→ **Problem**: Those lines of the records that contain "Озёрная" are to be located and copied.

→ **Extracted material**:
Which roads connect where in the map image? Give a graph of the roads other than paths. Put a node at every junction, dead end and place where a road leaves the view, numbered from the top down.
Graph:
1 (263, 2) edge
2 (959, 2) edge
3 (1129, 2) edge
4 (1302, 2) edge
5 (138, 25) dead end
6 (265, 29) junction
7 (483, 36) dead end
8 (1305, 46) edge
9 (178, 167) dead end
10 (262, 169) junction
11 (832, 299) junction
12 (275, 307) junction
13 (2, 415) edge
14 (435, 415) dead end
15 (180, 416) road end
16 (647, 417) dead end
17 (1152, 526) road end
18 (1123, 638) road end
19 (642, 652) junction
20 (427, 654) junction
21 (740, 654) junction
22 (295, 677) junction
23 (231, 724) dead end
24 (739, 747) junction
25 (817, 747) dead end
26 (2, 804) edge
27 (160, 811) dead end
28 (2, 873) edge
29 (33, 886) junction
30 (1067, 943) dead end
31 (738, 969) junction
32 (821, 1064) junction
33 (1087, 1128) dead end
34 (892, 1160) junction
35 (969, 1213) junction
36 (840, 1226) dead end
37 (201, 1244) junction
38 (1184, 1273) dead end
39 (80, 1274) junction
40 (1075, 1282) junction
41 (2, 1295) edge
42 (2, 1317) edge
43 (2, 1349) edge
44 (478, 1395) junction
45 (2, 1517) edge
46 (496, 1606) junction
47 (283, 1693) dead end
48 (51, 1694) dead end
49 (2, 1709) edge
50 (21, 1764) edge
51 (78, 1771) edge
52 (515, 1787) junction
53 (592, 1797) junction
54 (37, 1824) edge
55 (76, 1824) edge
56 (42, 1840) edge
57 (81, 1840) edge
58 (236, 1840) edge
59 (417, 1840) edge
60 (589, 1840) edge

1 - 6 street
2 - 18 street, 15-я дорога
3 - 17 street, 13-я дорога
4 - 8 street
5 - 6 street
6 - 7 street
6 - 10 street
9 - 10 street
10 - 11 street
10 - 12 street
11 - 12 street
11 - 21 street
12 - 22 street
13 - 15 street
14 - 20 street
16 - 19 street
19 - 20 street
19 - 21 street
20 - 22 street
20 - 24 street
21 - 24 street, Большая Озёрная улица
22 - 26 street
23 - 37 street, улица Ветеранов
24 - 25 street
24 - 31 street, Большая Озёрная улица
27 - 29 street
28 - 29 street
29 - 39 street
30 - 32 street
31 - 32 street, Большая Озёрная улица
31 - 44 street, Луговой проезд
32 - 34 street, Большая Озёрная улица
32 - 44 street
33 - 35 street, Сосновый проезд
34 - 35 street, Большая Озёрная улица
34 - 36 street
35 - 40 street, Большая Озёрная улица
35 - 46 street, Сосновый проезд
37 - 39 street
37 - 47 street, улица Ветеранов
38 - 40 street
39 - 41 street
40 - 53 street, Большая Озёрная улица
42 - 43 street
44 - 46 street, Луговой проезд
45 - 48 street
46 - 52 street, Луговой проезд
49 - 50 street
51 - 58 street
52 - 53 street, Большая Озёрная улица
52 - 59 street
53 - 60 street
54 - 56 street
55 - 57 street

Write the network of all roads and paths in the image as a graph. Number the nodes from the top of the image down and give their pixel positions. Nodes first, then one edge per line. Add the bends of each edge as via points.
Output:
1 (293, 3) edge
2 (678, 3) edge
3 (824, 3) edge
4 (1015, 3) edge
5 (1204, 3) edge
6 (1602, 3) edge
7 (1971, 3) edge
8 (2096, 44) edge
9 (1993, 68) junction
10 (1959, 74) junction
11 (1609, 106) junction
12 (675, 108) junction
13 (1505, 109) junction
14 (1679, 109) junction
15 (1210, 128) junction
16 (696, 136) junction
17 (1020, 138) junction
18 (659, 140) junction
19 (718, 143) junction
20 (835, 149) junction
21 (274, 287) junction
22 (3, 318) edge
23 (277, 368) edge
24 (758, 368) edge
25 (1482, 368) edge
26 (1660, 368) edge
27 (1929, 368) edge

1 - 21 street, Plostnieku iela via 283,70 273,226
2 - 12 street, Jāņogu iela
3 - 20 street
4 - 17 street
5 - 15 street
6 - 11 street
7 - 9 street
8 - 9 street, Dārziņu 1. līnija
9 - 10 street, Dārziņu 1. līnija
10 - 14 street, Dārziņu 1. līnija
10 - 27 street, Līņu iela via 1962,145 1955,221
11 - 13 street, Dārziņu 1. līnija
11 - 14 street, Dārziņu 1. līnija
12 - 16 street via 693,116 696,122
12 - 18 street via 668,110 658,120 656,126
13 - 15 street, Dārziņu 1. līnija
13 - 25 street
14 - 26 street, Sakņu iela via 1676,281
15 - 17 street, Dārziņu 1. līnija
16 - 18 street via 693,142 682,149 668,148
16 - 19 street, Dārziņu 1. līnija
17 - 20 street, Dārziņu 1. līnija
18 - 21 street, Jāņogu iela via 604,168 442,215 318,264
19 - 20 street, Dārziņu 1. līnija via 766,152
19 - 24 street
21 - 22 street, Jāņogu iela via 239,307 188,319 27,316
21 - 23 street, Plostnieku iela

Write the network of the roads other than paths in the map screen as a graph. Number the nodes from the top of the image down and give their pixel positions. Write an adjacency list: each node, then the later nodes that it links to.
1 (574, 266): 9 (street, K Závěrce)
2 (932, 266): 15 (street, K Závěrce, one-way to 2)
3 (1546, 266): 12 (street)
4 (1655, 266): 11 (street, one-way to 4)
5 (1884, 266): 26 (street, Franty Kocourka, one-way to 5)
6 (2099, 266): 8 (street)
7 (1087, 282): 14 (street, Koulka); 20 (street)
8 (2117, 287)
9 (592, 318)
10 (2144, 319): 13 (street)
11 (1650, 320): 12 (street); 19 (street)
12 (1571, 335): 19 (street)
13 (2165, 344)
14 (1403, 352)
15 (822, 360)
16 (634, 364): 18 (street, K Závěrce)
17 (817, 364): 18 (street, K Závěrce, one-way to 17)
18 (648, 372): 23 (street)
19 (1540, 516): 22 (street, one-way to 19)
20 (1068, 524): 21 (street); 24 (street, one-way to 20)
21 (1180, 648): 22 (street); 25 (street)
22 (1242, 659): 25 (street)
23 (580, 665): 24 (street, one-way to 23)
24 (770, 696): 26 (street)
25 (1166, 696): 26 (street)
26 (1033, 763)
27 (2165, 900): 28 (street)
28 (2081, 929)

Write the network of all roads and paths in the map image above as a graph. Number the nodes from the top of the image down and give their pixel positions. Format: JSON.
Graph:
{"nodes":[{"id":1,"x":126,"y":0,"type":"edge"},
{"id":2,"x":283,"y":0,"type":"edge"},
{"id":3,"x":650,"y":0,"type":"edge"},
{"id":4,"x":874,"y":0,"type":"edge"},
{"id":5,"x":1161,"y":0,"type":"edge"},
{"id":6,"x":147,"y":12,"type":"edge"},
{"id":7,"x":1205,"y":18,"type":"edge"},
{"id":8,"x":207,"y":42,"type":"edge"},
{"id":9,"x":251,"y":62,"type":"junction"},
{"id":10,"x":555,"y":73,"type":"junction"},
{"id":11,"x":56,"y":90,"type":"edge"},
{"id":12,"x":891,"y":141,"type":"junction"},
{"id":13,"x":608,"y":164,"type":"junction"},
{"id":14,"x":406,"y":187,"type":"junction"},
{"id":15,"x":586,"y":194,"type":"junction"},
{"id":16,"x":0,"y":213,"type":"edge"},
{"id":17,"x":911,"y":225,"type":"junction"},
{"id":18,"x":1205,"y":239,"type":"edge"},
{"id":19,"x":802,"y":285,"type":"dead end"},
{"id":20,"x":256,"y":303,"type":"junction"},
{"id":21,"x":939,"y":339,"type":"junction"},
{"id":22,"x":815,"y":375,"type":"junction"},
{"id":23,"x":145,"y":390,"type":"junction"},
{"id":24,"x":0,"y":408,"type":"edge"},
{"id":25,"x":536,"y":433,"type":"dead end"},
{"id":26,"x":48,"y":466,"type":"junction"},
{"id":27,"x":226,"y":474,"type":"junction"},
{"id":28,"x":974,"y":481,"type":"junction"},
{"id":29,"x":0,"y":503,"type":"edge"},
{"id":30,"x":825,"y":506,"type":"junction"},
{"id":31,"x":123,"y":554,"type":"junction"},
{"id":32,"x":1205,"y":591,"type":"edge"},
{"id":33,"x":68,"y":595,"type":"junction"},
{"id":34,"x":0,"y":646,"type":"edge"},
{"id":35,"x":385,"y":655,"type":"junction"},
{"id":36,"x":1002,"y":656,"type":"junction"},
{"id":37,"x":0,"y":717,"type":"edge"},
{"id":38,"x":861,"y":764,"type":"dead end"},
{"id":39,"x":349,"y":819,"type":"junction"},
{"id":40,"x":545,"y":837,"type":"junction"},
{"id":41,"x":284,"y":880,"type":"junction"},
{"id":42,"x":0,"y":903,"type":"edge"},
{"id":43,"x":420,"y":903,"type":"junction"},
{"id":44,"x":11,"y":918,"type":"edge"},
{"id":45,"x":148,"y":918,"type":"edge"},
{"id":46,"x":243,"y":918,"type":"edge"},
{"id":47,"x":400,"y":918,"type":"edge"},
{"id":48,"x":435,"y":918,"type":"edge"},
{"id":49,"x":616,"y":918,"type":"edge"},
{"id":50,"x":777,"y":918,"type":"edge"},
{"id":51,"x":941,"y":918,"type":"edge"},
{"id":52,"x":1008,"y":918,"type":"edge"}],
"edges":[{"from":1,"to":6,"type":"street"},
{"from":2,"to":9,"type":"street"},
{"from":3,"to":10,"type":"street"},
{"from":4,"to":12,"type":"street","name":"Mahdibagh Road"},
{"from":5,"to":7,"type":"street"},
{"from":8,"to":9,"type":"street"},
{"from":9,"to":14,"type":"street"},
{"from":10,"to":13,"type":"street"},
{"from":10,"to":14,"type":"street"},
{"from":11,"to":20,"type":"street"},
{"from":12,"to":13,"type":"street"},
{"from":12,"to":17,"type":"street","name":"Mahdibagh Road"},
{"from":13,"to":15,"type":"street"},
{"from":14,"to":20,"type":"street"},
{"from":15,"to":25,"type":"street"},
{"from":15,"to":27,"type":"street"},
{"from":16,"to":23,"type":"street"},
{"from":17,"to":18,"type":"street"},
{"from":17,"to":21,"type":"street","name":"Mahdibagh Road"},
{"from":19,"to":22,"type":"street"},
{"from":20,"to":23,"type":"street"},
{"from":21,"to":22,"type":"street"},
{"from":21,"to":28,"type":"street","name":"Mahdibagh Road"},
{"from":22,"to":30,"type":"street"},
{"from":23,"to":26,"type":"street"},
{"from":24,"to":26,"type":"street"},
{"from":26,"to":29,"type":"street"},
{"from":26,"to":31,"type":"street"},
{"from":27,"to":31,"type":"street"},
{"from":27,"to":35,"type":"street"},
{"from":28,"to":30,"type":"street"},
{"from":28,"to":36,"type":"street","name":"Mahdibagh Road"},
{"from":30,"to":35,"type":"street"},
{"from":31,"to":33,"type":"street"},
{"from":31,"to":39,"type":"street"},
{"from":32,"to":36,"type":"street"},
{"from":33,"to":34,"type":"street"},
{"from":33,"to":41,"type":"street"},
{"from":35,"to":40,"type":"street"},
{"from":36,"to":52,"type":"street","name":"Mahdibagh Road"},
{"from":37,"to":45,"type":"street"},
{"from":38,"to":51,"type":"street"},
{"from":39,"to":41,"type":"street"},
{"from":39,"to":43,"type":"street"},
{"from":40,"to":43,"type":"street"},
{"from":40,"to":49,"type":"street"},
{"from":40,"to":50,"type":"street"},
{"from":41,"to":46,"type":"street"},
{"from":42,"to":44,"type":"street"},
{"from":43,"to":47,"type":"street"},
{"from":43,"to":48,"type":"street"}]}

→ **Written solution**:
21 - 24 street, Большая Озёрная улица
24 - 31 street, Большая Озёрная улица
31 - 32 street, Большая Озёрная улица
32 - 34 street, Большая Озёрная улица
34 - 35 street, Большая Озёрная улица
35 - 40 street, Большая Озёрная улица
40 - 53 street, Большая Озёрная улица
52 - 53 street, Большая Озёрная улица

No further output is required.